Winds can play a major role in wildfire behavior
Wind plays a large role in how fast a wildfire spreads and in what direction it goes.
Central Oregon Fire Management Service Fire Information Officer Lisa Clark said fires move exponentially faster with the wind.
Clark said the wind pushes flames forward, which creates radiation and conduction that heats the fuel ahead of the fire. Heat then transfers faster.
A fire that is traveling uphill, with the wind behind it, will travel even faster, which makes it difficult and dangerous for firefighters to get out ahead of it.
One of the most dangerous challenges a firefighter can face while battling a wildfire is the wind directions.
“(…) When it is blowing one direction, you can plan for it, prepare for it, put your firefighters on the safest side of the fire,” Clark said Tuesday.
“If a thunderstorm moves over, you get a downdraft of wind from that thunderstorm and it changes the direction of the fire. You have to really keep your eye out for firefighters, and be really prepared to respond to that weather change because it can blow the fire back on them. With the Cemetery Fire (…) that is burning in the Maury (Mountains), we actually had two 180-degree wind changes as the thunderstorm moved across.”
Firefighter safety is a priority, and wind shifts can put their lives at greater risk. The wind is most dangerous at the start of a fire, which limits suppression efforts during the first few hours of a fire.

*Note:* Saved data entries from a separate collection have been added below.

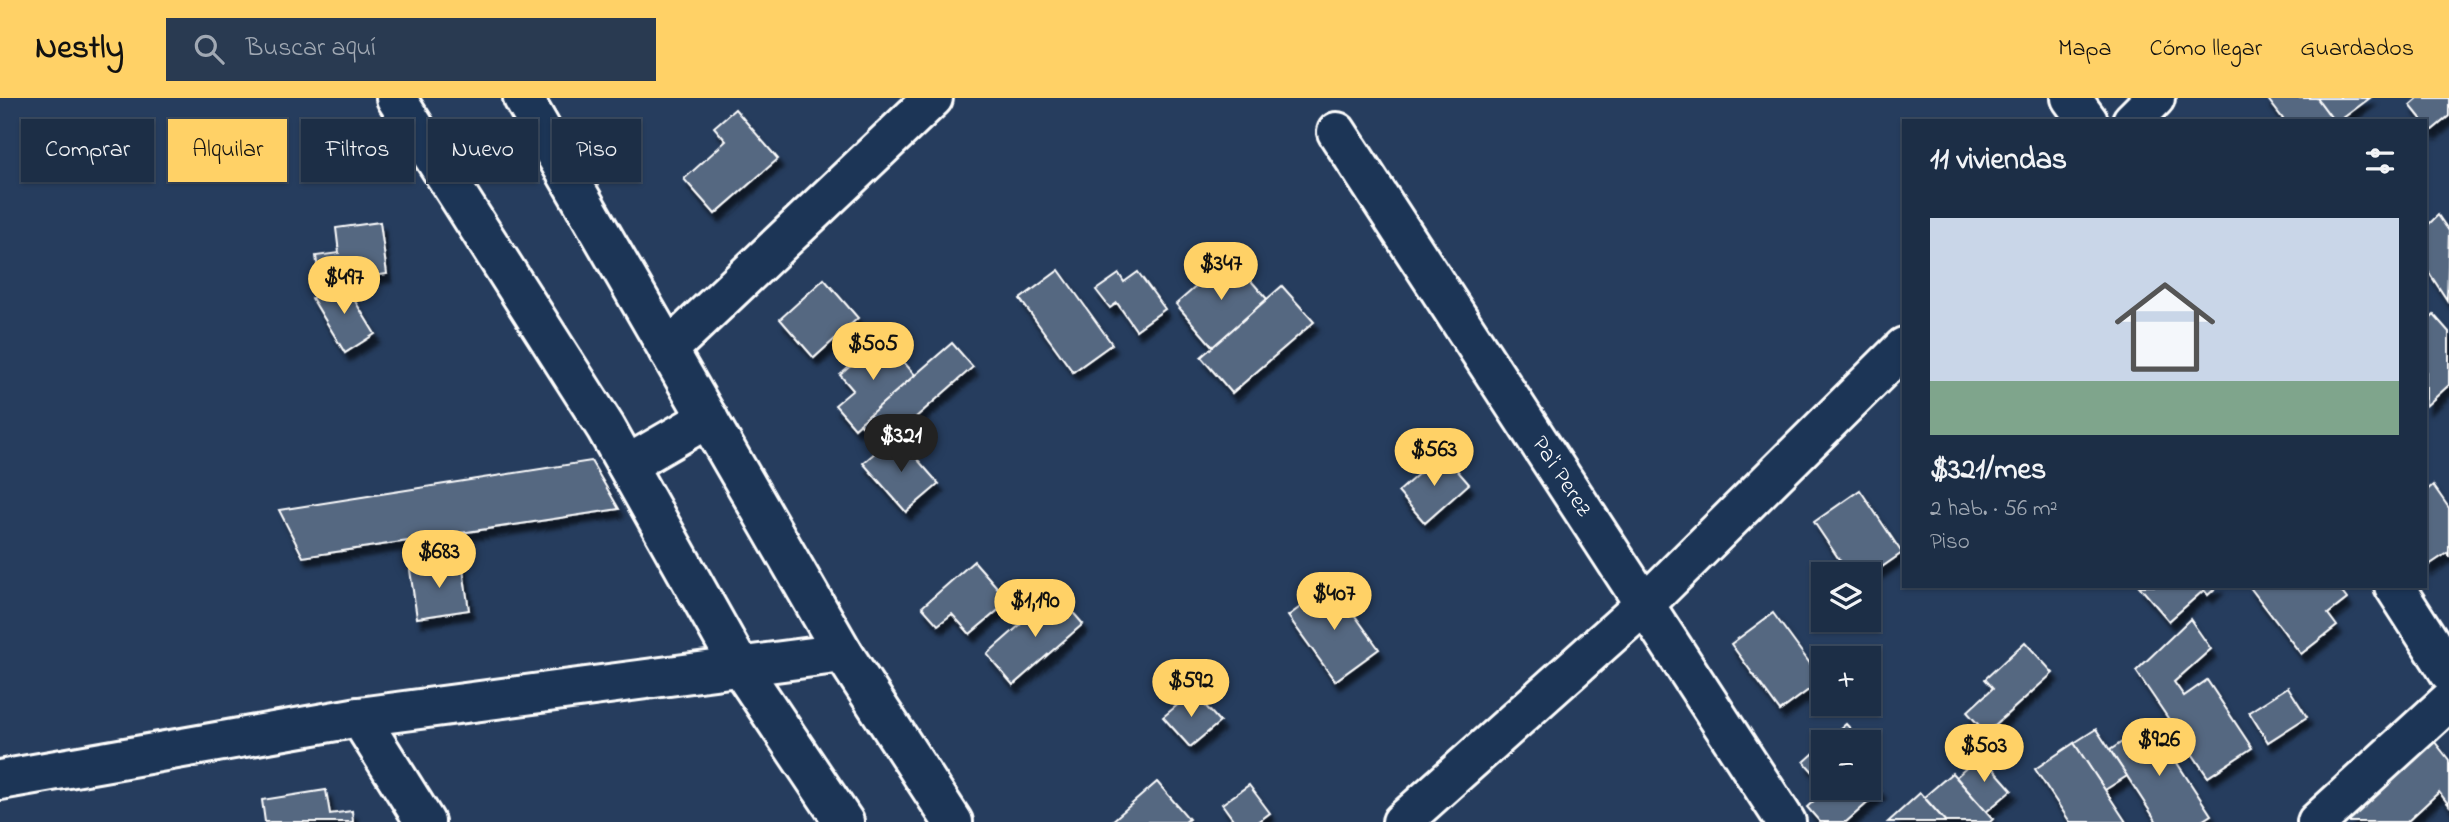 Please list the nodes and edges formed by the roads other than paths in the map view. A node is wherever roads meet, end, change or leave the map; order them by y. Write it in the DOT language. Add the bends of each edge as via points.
graph roads {
  1 [pos="396,98"];
  2 [pos="523,98"];
  3 [pos="933,98"];
  4 [pos="2071,98"];
  5 [pos="2155,98"];
  6 [pos="2087,119"];
  7 [pos="2134,119"];
  8 [pos="1337,132"];
  9 [pos="1902,349"];
  10 [pos="668,350"];
  11 [pos="708,418"];
  12 [pos="627,465"];
  13 [pos="2395,588"];
  14 [pos="1643,606"];
  15 [pos="844,653"];
  16 [pos="740,667"];
  17 [pos="2449,672"];
  18 [pos="2449,701"];
  19 [pos="359,717"];
  20 [pos="0,780"];
  21 [pos="425,822"];
  22 [pos="844,822"];
  23 [pos="953,822"];
  24 [pos="1402,822"];
  25 [pos="1786,822"];
  26 [pos="2317,822"];
  1 -- 12 [label="street"];
  2 -- 10 [label="street"];
  3 -- 10 [label="street"];
  4 -- 6 [label="street"];
  5 -- 7 [label="street"];
  8 -- 14 [label="street, Pa'i Perez"];
  9 -- 14 [label="street"];
  10 -- 11 [label="street"];
  11 -- 12 [label="street"];
  11 -- 15 [label="street"];
  12 -- 16 [label="street"];
  13 -- 17 [label="street"];
  14 -- 24 [label="street"];
  14 -- 25 [label="street, Pa'i Perez"];
  15 -- 16 [label="street"];
  15 -- 23 [label="street"];
  16 -- 19 [label="street"];
  16 -- 22 [label="street"];
  18 -- 26 [label="street"];
  19 -- 20 [label="street"];
  19 -- 21 [label="street"];
}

Something like a cheatgrass fire can move at 8 moh, but it doesn’t take much to put it out. A forest fire might be slow to start, but once it’s going, it’s harder to suppress.

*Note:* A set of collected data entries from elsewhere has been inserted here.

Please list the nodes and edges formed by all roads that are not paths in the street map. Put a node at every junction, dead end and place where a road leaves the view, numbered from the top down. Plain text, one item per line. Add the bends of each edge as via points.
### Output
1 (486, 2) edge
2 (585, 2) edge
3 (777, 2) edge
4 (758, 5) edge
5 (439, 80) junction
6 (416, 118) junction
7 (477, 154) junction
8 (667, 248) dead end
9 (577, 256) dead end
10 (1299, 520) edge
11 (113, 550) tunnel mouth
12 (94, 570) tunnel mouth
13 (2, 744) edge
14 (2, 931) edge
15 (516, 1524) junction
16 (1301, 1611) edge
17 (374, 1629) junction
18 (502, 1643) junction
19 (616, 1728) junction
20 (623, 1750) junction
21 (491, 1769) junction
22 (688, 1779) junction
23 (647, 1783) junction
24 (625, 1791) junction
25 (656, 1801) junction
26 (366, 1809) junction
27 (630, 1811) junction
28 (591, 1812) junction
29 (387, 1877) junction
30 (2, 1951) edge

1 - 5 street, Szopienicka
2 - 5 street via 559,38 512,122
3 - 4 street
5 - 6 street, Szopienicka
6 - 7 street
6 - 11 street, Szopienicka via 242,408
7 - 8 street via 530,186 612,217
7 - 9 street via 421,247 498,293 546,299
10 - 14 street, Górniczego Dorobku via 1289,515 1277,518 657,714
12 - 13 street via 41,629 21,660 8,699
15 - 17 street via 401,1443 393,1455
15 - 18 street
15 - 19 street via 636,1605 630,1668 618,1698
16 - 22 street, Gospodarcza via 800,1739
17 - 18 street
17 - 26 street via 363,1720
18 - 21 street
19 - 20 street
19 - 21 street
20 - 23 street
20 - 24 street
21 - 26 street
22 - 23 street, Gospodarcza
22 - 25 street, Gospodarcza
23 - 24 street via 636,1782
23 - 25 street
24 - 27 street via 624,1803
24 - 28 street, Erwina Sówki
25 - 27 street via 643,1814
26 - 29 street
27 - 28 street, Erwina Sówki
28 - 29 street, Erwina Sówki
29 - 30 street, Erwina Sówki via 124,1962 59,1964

Firefighters can take advantage of the wind by lighting back-burns that help control a fire. A wildfire draws air in because it needs oxygen, and that causes an indraft.
“What we try to do with a back-burn is set a fire a little bit away, and as that main fire is drawing in that oxygen and that air, it’s actually going to pull our back-burn towards it, and as that back-burn burns closer and closer, it’s also burning the fuel between those two fires,” Clark said.

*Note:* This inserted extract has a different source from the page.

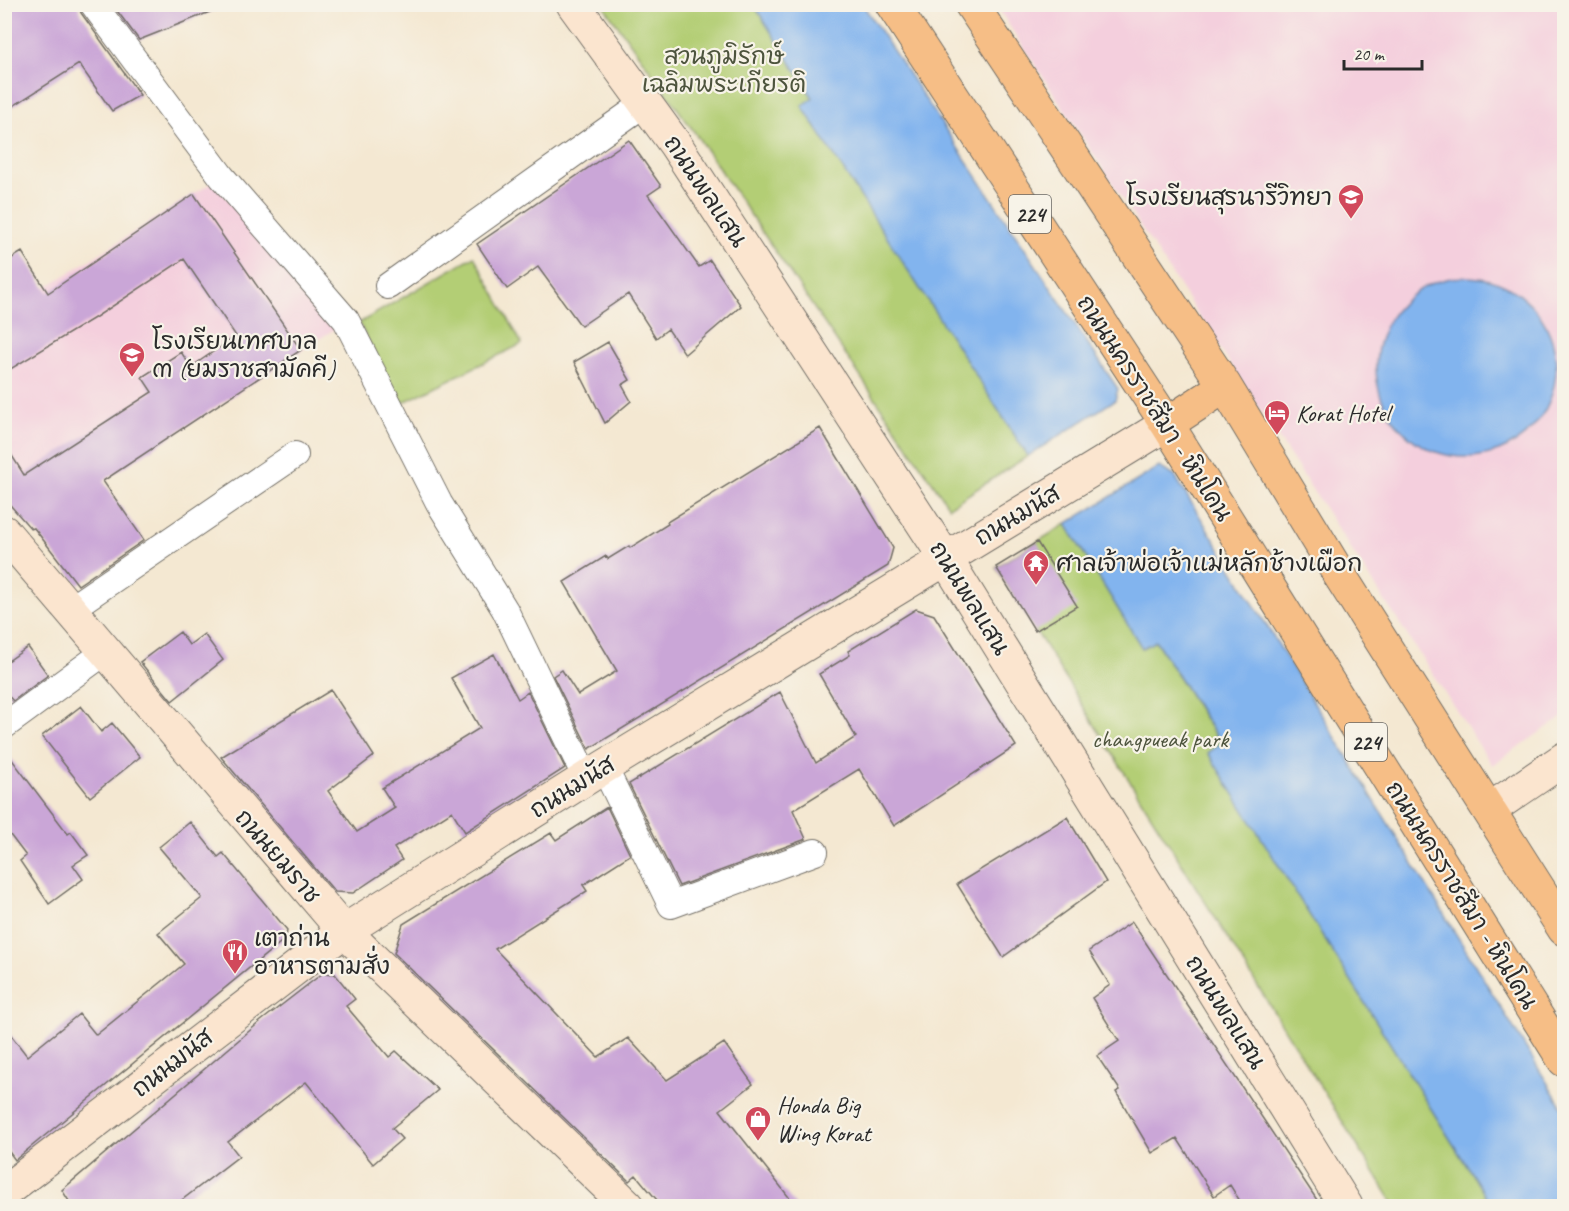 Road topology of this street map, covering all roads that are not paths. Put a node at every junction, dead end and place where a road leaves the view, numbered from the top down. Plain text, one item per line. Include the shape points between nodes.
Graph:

“When they come together, you have removed all the fuel between your back-burn and the main fire. (There’s) nothing left to burn — you’ve removed all the fuel.”
Another helpful and natural element is when the sun goes down. Fire temperatures generally go down, winds taper off and humidity or moisture levels go up. That gives firefighters a chance to get closer to the fire and battle it through the night.